Mujo. by Elizabeth Leslie

Black Sheep


berlin / germany


other university

Graduation year


Mujo. by Elizabeth Leslie is a womenswear label, with a focus on hand-woven and sustainably crafted garments and accessories.

My hands are my tools; I use them to weave my textiles thread by thread. Each piece takes between many hours and days to complete. These pieces are hand woven panel by panel to pattern, to ensure minimal wastage and visible selvedge edges.

Once woven, each piece of cloth has its own qualities and characteristics, I find in order to make a genuine garment I must take these qualities and characteristics into consideration. In a way, I watch the yarns closely for the directions they give me. I hold no expectations of them when I work.

This commitment to painstakingly creating
garments and accessories is a powerful manifesto with which I take a stance against the insane pace and agenda of the capitalist system, the both of which are visible within the fashion industry by political extension. All threads are individually warped onto the loom. Thread by thread, they show evidence of the human hand. By the end of the finished piece the beauty of well-made human objects is made manifest in the work.

Alongside my solitary practices I collaborate with skilled artisans.. Natural dyers in Mexico and Japanese Raku potters in Venice have, respectively, carefully produced naturally dyed hand spun yarns and individually hand formed and fired pottery pieces used in selected jewellery and bag designs.

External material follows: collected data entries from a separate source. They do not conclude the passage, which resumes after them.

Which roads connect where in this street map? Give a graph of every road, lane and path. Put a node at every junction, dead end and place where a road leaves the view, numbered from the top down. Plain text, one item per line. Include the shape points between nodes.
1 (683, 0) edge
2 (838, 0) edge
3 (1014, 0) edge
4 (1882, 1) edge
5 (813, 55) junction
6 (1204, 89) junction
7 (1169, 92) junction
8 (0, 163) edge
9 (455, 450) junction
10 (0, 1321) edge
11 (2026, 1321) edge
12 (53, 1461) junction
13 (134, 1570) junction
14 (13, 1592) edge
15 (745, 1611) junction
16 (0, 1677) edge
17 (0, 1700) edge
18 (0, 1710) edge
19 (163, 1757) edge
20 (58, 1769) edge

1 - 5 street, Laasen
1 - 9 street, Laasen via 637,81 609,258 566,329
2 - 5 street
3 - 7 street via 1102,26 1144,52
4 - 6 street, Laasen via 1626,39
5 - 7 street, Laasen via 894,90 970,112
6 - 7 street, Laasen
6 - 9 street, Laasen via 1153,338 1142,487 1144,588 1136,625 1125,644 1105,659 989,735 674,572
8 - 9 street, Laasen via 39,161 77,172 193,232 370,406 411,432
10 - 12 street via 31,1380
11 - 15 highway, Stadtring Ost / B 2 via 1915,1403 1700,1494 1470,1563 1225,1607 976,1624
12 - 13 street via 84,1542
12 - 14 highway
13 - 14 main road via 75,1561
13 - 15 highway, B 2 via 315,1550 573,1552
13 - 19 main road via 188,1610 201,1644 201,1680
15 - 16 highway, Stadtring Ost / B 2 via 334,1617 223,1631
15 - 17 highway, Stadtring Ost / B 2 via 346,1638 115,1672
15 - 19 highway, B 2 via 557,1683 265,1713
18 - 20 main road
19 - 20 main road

I hold it to be true that there are basic human needs, both emotional and intellectual needs, which can be satisfied by our connections with traditional craftsmen and their work. Because of these needs there is a necessity to keep in life, by personal work, the ancient techniques of the cultures of the East and West. The fulfillment of these needs promises both high culture and beauty to the faithful.

As a result of the hand-crafted processes, slight irregularities remain visible within the pieces. This is celebrated rather than eliminated by a
machine. By these human discrepancies each piece becomes singular, and no two are identical in existence.